**Input material:**
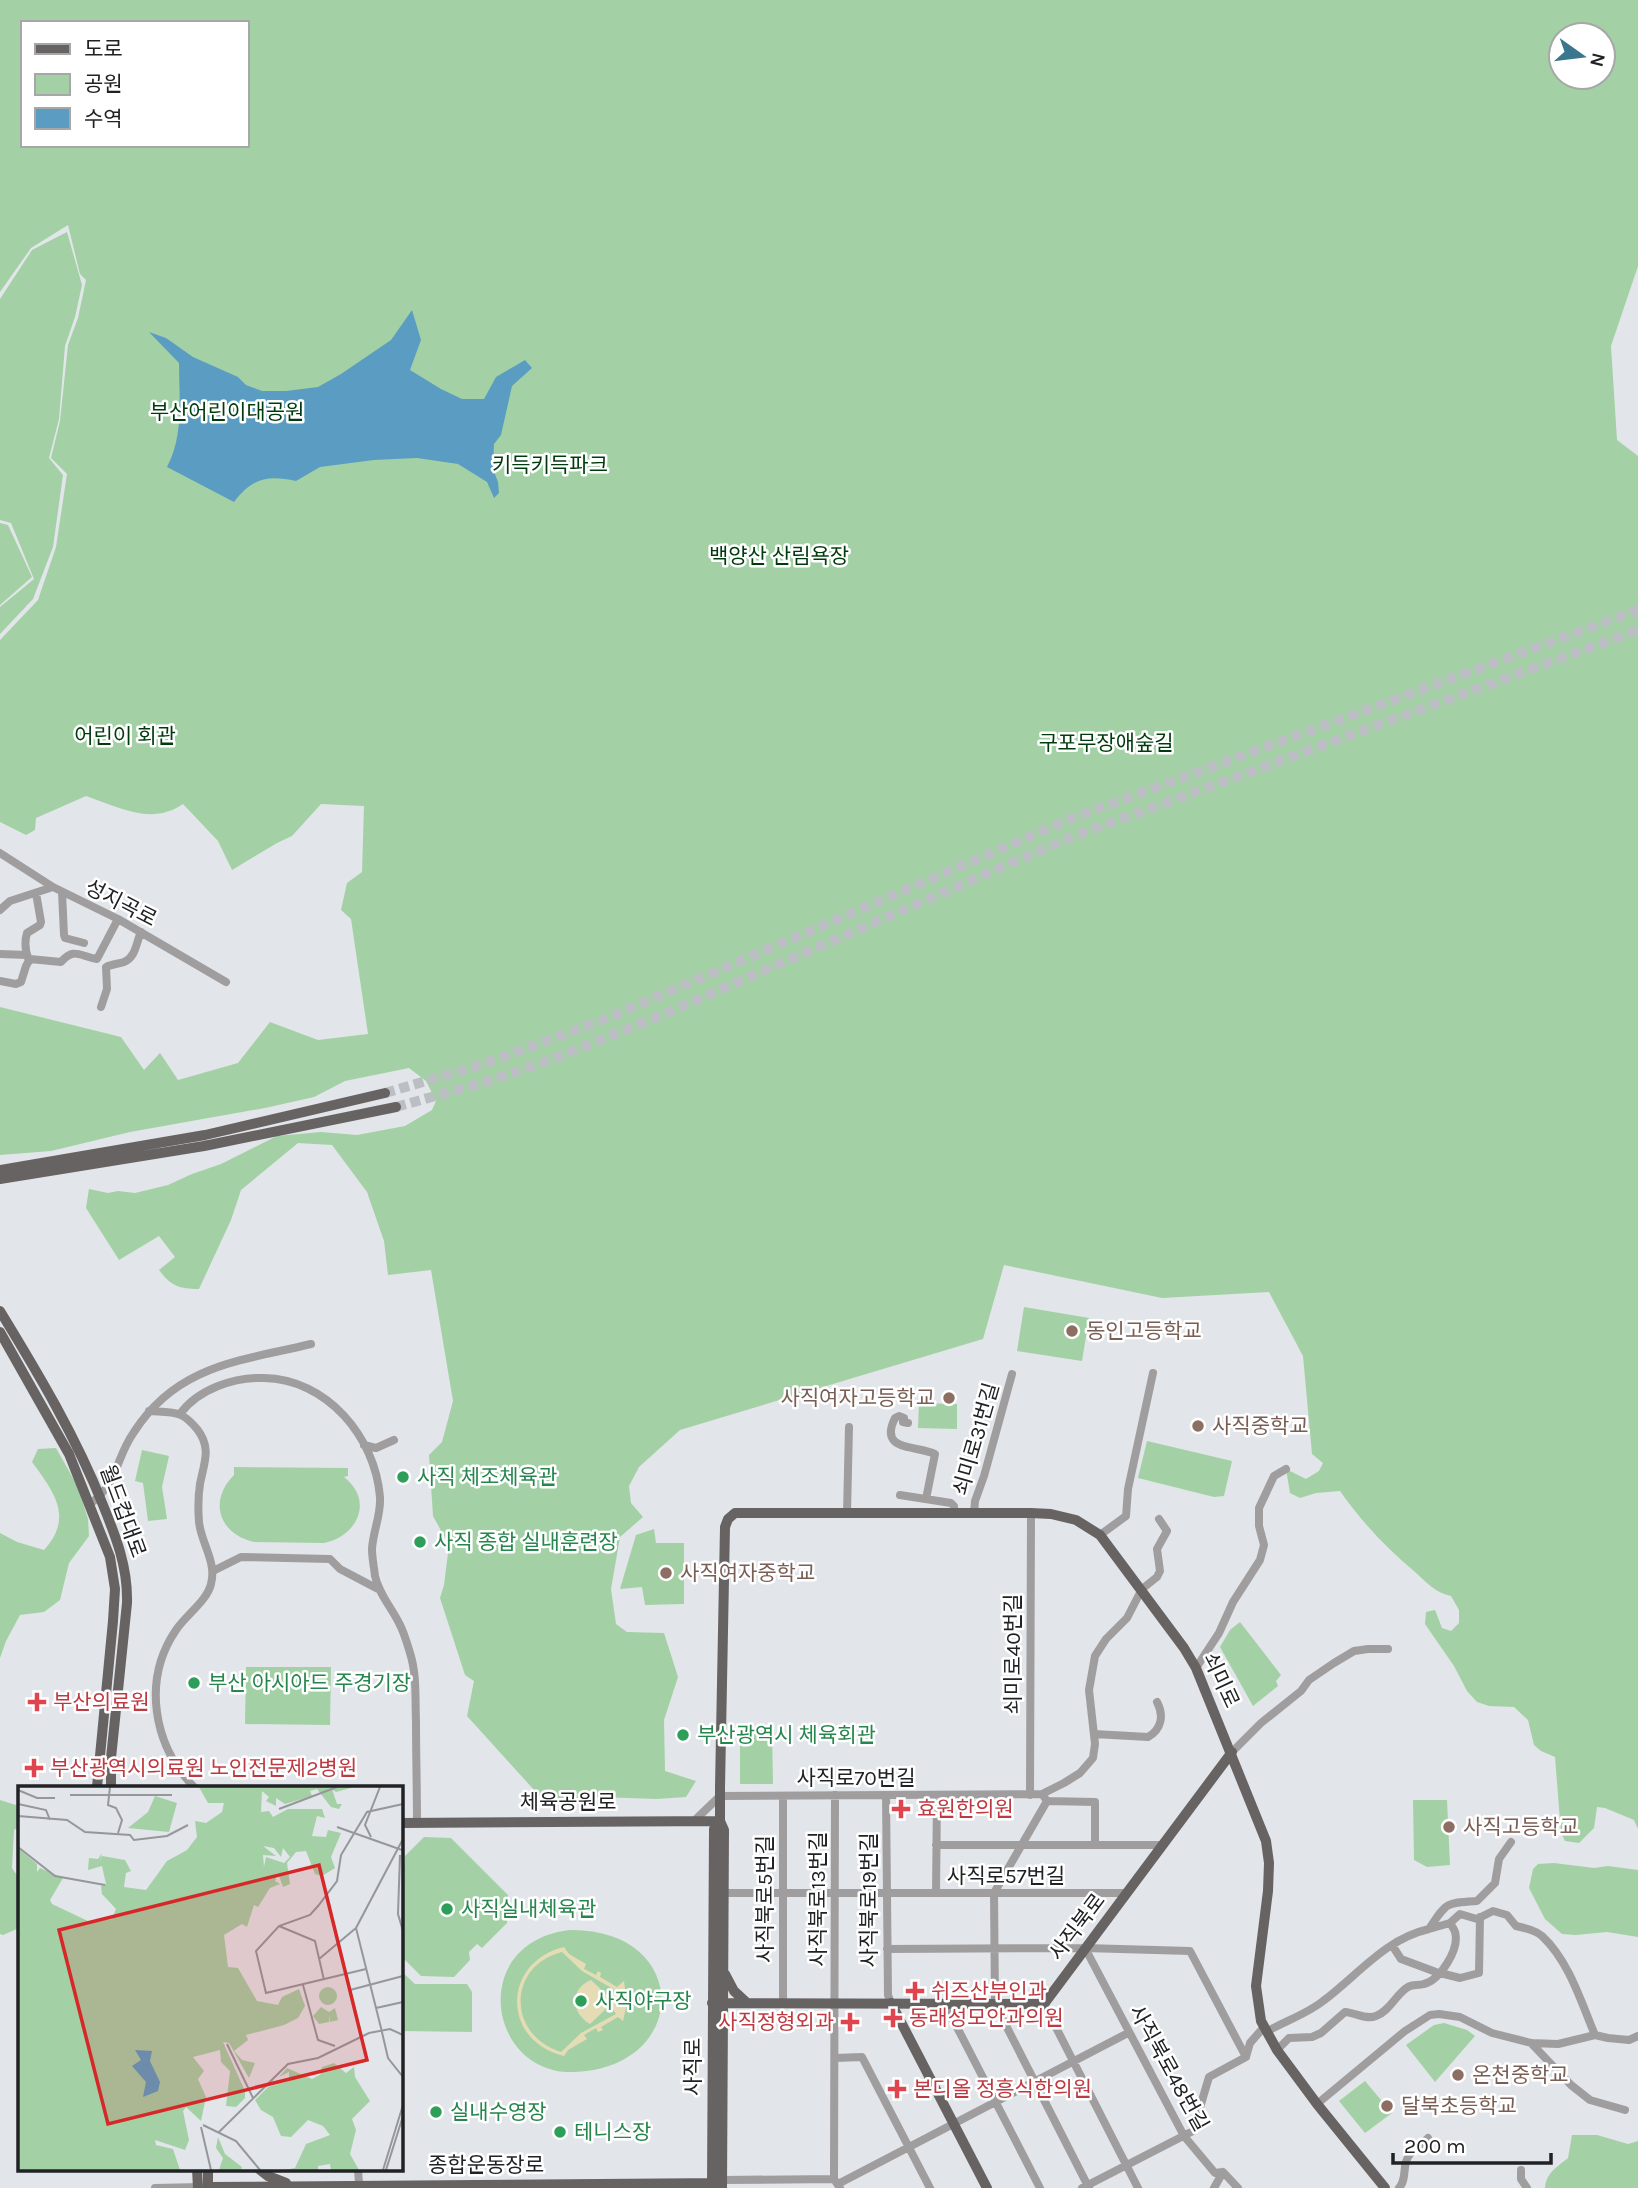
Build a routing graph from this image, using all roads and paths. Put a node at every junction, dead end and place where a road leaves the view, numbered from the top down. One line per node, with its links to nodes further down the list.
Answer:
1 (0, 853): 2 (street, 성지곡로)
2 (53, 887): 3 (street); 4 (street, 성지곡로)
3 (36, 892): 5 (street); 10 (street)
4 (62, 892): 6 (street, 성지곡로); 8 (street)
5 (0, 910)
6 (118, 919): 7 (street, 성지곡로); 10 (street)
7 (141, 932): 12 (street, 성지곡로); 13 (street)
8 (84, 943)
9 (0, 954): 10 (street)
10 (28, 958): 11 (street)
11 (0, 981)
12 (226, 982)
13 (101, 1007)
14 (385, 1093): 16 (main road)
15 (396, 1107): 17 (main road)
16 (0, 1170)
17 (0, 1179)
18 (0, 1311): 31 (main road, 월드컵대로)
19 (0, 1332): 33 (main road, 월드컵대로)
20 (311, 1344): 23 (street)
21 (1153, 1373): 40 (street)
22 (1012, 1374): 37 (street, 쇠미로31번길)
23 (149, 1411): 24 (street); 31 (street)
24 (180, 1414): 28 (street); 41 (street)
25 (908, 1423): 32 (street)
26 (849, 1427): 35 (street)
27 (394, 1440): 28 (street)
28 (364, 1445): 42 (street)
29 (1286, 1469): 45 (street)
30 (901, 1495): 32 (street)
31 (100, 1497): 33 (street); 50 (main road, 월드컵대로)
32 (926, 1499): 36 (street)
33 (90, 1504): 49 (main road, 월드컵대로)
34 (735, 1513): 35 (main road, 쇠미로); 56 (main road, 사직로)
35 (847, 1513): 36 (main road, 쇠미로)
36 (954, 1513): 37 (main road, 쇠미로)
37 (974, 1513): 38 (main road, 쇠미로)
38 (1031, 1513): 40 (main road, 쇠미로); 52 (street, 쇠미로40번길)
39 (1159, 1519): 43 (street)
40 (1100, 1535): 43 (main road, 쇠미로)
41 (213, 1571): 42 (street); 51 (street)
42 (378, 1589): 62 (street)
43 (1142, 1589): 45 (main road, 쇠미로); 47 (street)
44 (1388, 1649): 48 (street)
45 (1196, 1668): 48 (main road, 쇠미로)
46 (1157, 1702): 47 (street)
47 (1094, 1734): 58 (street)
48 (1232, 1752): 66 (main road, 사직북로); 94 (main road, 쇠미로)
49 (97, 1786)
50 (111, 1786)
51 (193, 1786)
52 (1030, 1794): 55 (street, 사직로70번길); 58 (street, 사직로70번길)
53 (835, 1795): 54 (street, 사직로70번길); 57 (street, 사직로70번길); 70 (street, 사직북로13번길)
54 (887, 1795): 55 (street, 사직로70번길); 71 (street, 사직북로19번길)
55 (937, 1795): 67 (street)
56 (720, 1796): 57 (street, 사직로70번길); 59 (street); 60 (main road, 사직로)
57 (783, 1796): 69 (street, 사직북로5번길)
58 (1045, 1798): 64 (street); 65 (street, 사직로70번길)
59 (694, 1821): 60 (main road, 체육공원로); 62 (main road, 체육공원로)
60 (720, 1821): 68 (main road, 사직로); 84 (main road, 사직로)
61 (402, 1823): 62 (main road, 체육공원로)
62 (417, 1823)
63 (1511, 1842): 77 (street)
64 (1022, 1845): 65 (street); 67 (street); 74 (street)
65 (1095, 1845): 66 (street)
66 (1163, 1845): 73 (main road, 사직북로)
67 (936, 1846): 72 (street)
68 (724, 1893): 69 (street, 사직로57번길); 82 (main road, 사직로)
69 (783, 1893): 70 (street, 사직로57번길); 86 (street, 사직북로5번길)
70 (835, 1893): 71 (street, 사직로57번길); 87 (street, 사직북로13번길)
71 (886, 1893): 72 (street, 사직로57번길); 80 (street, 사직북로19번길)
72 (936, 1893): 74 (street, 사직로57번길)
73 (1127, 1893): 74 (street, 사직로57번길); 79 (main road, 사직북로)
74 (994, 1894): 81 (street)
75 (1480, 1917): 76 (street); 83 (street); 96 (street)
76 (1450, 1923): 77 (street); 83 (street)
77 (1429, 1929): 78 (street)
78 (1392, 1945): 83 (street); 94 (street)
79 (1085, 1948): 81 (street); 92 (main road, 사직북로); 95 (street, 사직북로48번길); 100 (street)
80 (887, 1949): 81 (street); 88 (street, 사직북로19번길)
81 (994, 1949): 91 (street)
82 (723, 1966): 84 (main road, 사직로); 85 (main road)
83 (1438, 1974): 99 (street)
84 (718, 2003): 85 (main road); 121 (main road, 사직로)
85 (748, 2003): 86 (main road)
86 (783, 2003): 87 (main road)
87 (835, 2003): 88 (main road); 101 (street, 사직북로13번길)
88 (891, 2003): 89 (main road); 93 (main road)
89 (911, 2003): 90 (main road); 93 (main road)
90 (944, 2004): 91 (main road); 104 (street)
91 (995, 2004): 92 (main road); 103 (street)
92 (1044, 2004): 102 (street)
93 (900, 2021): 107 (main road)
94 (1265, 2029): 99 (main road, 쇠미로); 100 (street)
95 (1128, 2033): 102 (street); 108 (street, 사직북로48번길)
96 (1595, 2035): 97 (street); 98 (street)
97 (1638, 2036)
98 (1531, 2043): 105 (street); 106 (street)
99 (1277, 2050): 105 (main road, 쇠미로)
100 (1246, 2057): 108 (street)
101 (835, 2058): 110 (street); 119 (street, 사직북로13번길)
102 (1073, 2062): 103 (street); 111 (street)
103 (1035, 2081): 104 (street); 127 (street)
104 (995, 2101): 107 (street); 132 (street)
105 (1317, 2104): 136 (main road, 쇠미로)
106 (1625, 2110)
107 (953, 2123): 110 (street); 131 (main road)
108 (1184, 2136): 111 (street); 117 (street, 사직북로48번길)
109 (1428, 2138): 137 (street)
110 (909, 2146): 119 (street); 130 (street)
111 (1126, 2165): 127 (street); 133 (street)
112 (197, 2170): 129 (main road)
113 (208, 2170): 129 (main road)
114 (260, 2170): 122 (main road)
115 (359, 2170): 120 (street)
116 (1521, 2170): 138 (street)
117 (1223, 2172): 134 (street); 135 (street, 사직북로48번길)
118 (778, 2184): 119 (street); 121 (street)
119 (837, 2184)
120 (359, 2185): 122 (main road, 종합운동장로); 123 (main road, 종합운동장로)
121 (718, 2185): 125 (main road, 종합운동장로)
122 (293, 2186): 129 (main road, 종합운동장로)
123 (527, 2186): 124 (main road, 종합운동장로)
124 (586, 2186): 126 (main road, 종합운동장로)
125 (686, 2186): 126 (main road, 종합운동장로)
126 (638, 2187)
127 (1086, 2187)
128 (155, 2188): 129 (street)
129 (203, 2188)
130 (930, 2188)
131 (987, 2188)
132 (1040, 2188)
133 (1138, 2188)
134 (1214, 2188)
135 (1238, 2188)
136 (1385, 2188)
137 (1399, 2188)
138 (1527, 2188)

**Task details:**
Would it be possible to copy the material exactly, excluding the images?

**Exercise answer:**
Build a routing graph from this image, using all roads and paths. Put a node at every junction, dead end and place where a road leaves the view, numbered from the top down. One line per node, with its links to nodes further down the list.
Answer:
1 (0, 853): 2 (street, 성지곡로)
2 (53, 887): 3 (street); 4 (street, 성지곡로)
3 (36, 892): 5 (street); 10 (street)
4 (62, 892): 6 (street, 성지곡로); 8 (street)
5 (0, 910)
6 (118, 919): 7 (street, 성지곡로); 10 (street)
7 (141, 932): 12 (street, 성지곡로); 13 (street)
8 (84, 943)
9 (0, 954): 10 (street)
10 (28, 958): 11 (street)
11 (0, 981)
12 (226, 982)
13 (101, 1007)
14 (385, 1093): 16 (main road)
15 (396, 1107): 17 (main road)
16 (0, 1170)
17 (0, 1179)
18 (0, 1311): 31 (main road, 월드컵대로)
19 (0, 1332): 33 (main road, 월드컵대로)
20 (311, 1344): 23 (street)
21 (1153, 1373): 40 (street)
22 (1012, 1374): 37 (street, 쇠미로31번길)
23 (149, 1411): 24 (street); 31 (street)
24 (180, 1414): 28 (street); 41 (street)
25 (908, 1423): 32 (street)
26 (849, 1427): 35 (street)
27 (394, 1440): 28 (street)
28 (364, 1445): 42 (street)
29 (1286, 1469): 45 (street)
30 (901, 1495): 32 (street)
31 (100, 1497): 33 (street); 50 (main road, 월드컵대로)
32 (926, 1499): 36 (street)
33 (90, 1504): 49 (main road, 월드컵대로)
34 (735, 1513): 35 (main road, 쇠미로); 56 (main road, 사직로)
35 (847, 1513): 36 (main road, 쇠미로)
36 (954, 1513): 37 (main road, 쇠미로)
37 (974, 1513): 38 (main road, 쇠미로)
38 (1031, 1513): 40 (main road, 쇠미로); 52 (street, 쇠미로40번길)
39 (1159, 1519): 43 (street)
40 (1100, 1535): 43 (main road, 쇠미로)
41 (213, 1571): 42 (street); 51 (street)
42 (378, 1589): 62 (street)
43 (1142, 1589): 45 (main road, 쇠미로); 47 (street)
44 (1388, 1649): 48 (street)
45 (1196, 1668): 48 (main road, 쇠미로)
46 (1157, 1702): 47 (street)
47 (1094, 1734): 58 (street)
48 (1232, 1752): 66 (main road, 사직북로); 94 (main road, 쇠미로)
49 (97, 1786)
50 (111, 1786)
51 (193, 1786)
52 (1030, 1794): 55 (street, 사직로70번길); 58 (street, 사직로70번길)
53 (835, 1795): 54 (street, 사직로70번길); 57 (street, 사직로70번길); 70 (street, 사직북로13번길)
54 (887, 1795): 55 (street, 사직로70번길); 71 (street, 사직북로19번길)
55 (937, 1795): 67 (street)
56 (720, 1796): 57 (street, 사직로70번길); 59 (street); 60 (main road, 사직로)
57 (783, 1796): 69 (street, 사직북로5번길)
58 (1045, 1798): 64 (street); 65 (street, 사직로70번길)
59 (694, 1821): 60 (main road, 체육공원로); 62 (main road, 체육공원로)
60 (720, 1821): 68 (main road, 사직로); 84 (main road, 사직로)
61 (402, 1823): 62 (main road, 체육공원로)
62 (417, 1823)
63 (1511, 1842): 77 (street)
64 (1022, 1845): 65 (street); 67 (street); 74 (street)
65 (1095, 1845): 66 (street)
66 (1163, 1845): 73 (main road, 사직북로)
67 (936, 1846): 72 (street)
68 (724, 1893): 69 (street, 사직로57번길); 82 (main road, 사직로)
69 (783, 1893): 70 (street, 사직로57번길); 86 (street, 사직북로5번길)
70 (835, 1893): 71 (street, 사직로57번길); 87 (street, 사직북로13번길)
71 (886, 1893): 72 (street, 사직로57번길); 80 (street, 사직북로19번길)
72 (936, 1893): 74 (street, 사직로57번길)
73 (1127, 1893): 74 (street, 사직로57번길); 79 (main road, 사직북로)
74 (994, 1894): 81 (street)
75 (1480, 1917): 76 (street); 83 (street); 96 (street)
76 (1450, 1923): 77 (street); 83 (street)
77 (1429, 1929): 78 (street)
78 (1392, 1945): 83 (street); 94 (street)
79 (1085, 1948): 81 (street); 92 (main road, 사직북로); 95 (street, 사직북로48번길); 100 (street)
80 (887, 1949): 81 (street); 88 (street, 사직북로19번길)
81 (994, 1949): 91 (street)
82 (723, 1966): 84 (main road, 사직로); 85 (main road)
83 (1438, 1974): 99 (street)
84 (718, 2003): 85 (main road); 121 (main road, 사직로)
85 (748, 2003): 86 (main road)
86 (783, 2003): 87 (main road)
87 (835, 2003): 88 (main road); 101 (street, 사직북로13번길)
88 (891, 2003): 89 (main road); 93 (main road)
89 (911, 2003): 90 (main road); 93 (main road)
90 (944, 2004): 91 (main road); 104 (street)
91 (995, 2004): 92 (main road); 103 (street)
92 (1044, 2004): 102 (street)
93 (900, 2021): 107 (main road)
94 (1265, 2029): 99 (main road, 쇠미로); 100 (street)
95 (1128, 2033): 102 (street); 108 (street, 사직북로48번길)
96 (1595, 2035): 97 (street); 98 (street)
97 (1638, 2036)
98 (1531, 2043): 105 (street); 106 (street)
99 (1277, 2050): 105 (main road, 쇠미로)
100 (1246, 2057): 108 (street)
101 (835, 2058): 110 (street); 119 (street, 사직북로13번길)
102 (1073, 2062): 103 (street); 111 (street)
103 (1035, 2081): 104 (street); 127 (street)
104 (995, 2101): 107 (street); 132 (street)
105 (1317, 2104): 136 (main road, 쇠미로)
106 (1625, 2110)
107 (953, 2123): 110 (street); 131 (main road)
108 (1184, 2136): 111 (street); 117 (street, 사직북로48번길)
109 (1428, 2138): 137 (street)
110 (909, 2146): 119 (street); 130 (street)
111 (1126, 2165): 127 (street); 133 (street)
112 (197, 2170): 129 (main road)
113 (208, 2170): 129 (main road)
114 (260, 2170): 122 (main road)
115 (359, 2170): 120 (street)
116 (1521, 2170): 138 (street)
117 (1223, 2172): 134 (street); 135 (street, 사직북로48번길)
118 (778, 2184): 119 (street); 121 (street)
119 (837, 2184)
120 (359, 2185): 122 (main road, 종합운동장로); 123 (main road, 종합운동장로)
121 (718, 2185): 125 (main road, 종합운동장로)
122 (293, 2186): 129 (main road, 종합운동장로)
123 (527, 2186): 124 (main road, 종합운동장로)
124 (586, 2186): 126 (main road, 종합운동장로)
125 (686, 2186): 126 (main road, 종합운동장로)
126 (638, 2187)
127 (1086, 2187)
128 (155, 2188): 129 (street)
129 (203, 2188)
130 (930, 2188)
131 (987, 2188)
132 (1040, 2188)
133 (1138, 2188)
134 (1214, 2188)
135 (1238, 2188)
136 (1385, 2188)
137 (1399, 2188)
138 (1527, 2188)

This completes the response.